Formation | 1887 |
---|---|
Type | Craft organisation |
Purpose | To promote the exhibition of decorative arts alongside fine arts |
Headquarters | New Gallery, London |
Region served | UK |
Leader | Walter Crane |
The Arts and Crafts Exhibition Society was formed in London in 1887 to promote the exhibition of decorative arts alongside fine arts. The Society's exhibitions were held annually at the New Gallery from 1888 to 1890, and roughly every three years thereafter,[1][2] were important in the flowering of the British Arts and Crafts Movement in the decades prior to World War I.
The illustrator and designer Walter Crane served as the founding president of the Society for its first three years.[2] Of its goals and purposes, he wrote:
We desired first of all to give opportunity to the designer and craftsman to exhibit their work to the public for its artistic interest and thus to assert the claims of decorative art and handicraft to attention equally with the painter of easel pictures, hitherto almost exclusively associated with the term art in the public mind.
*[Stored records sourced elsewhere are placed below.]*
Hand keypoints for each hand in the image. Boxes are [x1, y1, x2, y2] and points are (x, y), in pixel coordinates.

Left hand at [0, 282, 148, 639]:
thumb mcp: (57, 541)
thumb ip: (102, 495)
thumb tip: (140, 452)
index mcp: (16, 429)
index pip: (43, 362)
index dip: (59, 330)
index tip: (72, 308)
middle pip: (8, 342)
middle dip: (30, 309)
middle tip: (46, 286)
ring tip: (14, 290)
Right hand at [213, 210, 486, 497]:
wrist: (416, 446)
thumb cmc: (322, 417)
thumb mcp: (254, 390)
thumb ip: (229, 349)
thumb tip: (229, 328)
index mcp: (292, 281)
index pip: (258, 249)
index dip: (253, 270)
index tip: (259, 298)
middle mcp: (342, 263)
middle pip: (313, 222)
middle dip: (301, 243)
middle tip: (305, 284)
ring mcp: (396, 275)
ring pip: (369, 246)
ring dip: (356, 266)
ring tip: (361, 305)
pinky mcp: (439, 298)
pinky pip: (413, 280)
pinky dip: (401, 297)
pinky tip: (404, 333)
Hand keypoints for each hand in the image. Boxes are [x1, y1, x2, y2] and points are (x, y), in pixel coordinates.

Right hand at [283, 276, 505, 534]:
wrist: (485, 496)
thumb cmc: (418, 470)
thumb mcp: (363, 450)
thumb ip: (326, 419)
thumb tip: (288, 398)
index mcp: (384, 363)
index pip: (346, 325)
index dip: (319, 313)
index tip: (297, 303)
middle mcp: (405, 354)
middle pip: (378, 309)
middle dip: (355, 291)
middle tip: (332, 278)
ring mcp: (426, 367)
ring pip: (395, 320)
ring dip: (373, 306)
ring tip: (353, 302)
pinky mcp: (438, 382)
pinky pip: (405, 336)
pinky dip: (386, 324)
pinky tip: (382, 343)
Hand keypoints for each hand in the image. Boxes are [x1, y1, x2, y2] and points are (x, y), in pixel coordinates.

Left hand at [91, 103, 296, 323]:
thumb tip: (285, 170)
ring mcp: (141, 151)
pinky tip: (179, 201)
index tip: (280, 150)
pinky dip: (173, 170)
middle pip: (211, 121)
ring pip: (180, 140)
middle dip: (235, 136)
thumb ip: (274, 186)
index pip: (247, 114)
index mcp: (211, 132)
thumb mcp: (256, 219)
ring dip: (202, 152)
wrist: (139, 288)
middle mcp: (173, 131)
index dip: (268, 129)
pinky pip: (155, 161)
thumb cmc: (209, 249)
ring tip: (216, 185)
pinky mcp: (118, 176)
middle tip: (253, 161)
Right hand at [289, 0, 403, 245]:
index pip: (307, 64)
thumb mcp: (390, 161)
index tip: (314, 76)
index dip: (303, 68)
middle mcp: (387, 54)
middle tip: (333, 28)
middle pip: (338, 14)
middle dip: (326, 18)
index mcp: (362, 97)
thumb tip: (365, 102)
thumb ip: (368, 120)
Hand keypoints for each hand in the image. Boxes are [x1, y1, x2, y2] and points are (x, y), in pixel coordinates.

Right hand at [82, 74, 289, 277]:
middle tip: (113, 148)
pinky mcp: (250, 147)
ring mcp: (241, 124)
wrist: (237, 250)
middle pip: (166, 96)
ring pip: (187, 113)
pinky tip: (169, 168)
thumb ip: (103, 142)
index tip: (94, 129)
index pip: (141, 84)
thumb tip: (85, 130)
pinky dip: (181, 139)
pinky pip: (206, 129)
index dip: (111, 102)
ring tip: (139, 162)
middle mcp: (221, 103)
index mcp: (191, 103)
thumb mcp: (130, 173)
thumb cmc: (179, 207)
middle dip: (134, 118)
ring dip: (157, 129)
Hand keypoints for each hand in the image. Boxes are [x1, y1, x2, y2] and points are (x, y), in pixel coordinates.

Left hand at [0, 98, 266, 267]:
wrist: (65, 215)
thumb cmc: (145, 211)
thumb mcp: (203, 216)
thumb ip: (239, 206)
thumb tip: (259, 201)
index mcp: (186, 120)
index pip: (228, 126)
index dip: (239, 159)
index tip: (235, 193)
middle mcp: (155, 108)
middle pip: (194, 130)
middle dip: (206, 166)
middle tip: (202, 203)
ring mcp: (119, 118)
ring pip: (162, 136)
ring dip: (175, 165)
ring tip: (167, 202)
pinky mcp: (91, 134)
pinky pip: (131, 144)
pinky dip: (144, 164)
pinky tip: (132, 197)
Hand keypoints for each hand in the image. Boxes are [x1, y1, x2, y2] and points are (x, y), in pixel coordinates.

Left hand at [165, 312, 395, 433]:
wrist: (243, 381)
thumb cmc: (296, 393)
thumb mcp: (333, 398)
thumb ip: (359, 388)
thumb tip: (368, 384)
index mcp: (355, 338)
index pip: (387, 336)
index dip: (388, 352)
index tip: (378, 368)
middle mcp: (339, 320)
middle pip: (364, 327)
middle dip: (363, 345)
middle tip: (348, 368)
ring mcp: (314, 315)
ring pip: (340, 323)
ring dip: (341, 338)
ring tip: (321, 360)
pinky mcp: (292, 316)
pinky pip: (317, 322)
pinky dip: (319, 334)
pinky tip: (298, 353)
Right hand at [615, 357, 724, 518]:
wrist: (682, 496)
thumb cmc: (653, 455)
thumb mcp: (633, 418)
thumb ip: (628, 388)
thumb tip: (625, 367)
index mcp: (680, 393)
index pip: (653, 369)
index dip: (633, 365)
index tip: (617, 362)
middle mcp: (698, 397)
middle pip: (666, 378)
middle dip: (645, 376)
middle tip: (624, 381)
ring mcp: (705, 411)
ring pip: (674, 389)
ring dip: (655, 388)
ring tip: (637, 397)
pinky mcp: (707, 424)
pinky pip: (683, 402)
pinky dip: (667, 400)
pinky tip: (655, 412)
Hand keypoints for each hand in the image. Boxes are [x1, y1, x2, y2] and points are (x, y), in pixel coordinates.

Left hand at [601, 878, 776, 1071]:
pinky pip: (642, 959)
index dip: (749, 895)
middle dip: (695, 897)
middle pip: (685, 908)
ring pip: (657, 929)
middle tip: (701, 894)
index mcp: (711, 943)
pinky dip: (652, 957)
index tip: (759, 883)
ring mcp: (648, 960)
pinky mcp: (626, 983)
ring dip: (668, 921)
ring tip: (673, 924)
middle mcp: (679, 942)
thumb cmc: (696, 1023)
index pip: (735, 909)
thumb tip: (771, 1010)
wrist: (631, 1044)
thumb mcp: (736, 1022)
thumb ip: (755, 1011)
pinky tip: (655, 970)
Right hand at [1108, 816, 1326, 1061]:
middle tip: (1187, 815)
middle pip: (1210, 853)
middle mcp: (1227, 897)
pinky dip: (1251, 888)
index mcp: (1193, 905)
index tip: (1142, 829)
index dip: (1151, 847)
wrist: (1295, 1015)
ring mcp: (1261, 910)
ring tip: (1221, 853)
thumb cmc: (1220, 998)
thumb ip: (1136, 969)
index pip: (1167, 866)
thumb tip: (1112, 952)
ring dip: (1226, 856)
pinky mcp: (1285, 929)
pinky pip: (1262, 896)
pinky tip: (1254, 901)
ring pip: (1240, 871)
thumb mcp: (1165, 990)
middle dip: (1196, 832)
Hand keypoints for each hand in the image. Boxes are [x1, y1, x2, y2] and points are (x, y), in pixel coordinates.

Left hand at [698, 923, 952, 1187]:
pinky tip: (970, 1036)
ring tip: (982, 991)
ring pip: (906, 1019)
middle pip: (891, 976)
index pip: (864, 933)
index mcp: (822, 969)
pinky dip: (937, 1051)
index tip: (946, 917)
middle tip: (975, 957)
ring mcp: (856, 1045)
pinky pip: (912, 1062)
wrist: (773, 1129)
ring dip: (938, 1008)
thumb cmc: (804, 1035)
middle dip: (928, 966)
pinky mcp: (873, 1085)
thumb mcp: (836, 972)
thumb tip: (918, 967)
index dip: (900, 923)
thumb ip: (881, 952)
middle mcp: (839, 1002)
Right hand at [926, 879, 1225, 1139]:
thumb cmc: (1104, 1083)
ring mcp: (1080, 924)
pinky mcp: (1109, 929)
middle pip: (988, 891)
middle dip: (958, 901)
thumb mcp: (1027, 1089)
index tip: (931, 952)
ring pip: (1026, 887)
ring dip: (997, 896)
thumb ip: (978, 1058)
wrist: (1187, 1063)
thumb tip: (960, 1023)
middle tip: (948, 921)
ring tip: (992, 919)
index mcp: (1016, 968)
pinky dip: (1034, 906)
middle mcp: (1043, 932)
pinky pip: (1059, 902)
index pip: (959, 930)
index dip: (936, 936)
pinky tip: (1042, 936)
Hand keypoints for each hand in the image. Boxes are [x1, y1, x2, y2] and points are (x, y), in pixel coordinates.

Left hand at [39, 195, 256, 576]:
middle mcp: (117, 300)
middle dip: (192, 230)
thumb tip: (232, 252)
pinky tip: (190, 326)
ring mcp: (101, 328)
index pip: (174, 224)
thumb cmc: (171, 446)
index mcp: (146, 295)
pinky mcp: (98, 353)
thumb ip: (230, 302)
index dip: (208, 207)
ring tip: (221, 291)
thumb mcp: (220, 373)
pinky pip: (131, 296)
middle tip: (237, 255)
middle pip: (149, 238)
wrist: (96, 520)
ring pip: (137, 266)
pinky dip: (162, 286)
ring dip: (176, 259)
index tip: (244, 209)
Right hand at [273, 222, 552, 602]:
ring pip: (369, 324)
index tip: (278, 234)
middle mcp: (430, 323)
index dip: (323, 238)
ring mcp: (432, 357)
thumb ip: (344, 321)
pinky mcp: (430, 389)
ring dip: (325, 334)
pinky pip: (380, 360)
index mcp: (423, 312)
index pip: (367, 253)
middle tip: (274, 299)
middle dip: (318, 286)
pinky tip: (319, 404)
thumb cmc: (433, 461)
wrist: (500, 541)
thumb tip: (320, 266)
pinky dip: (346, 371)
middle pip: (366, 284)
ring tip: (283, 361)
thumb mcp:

Ignoring the artificial distinction between Fine and Decorative art, we felt that the real distinction was what we conceived to be between good and bad art, or false and true taste and methods in handicraft, considering it of little value to endeavour to classify art according to its commercial value or social importance, while everything depended upon the spirit as well as the skill and fidelity with which the conception was expressed, in whatever material, seeing that a worker earned the title of artist by the sympathy with and treatment of his material, by due recognition of its capacity, and its natural limitations, as well as of the relation of the work to use and life.[2]
Annual exhibitions were held at the New Gallery in 1888, 1889, and 1890, but the third exhibition failed to match the quality of the first two, and was a financial disaster.[3] William Morris succeeded Crane as president in 1891.,[4] and the Society thereafter chose to reduce the frequency of showings in order to ensure an abundance of materials to display.[2]
The Society published Arts and Crafts Essays, an influential collection of essays on the decorative arts by its members, in 1893. Contributors included Morris, Crane, T. J. Cobden-Sanderson, Ford Madox Brown, and May Morris.
The fourth exhibition, held in 1893, was far more successful, and the fifth exhibition of 1896—although clouded by the death of William Morris on its planned opening day—proved to be its most influential.[5] The 1899 exhibit featured a Morris retrospective.[6] Another successful exhibition was held in 1903, but the Society suffered organizational problems in the new century, with the exhibitions of 1906, 1910, 1912 and 1916 each being held in a different location. Crane died in 1915, and architect and designer Henry Wilson was president from 1915 to 1922, but the exhibitions failed to recover the critical and artistic success of the 1890s.[7] In 1915, W. R. Lethaby and other members, recognising the limitations of the Society's devotion to craft methods of production, set up the Design and Industries Association to improve the standards of British industrial design.
In the 1930s it became clear to some members that if the Society was to survive in any form it had to confront the role of the crafts in relation to industry and the place of machinery in craft production. The Society's 1935 exhibition introduced a section devoted to mass-produced articles designed by craftsmen to demonstrate the influence the crafts could have on industry, which brought its exhibitions to the notice of the press again.[8] This move was controversial within the Society and led to some resignations.[9]
The Society continued to exhibit periodically until the 1950s and many eminent craftsmen and women were associated with it.[10] In 1960, it merged with the Cambridgeshire Guild of Craftsmen to form the Society of Designer Craftsmen, which is still active.[11]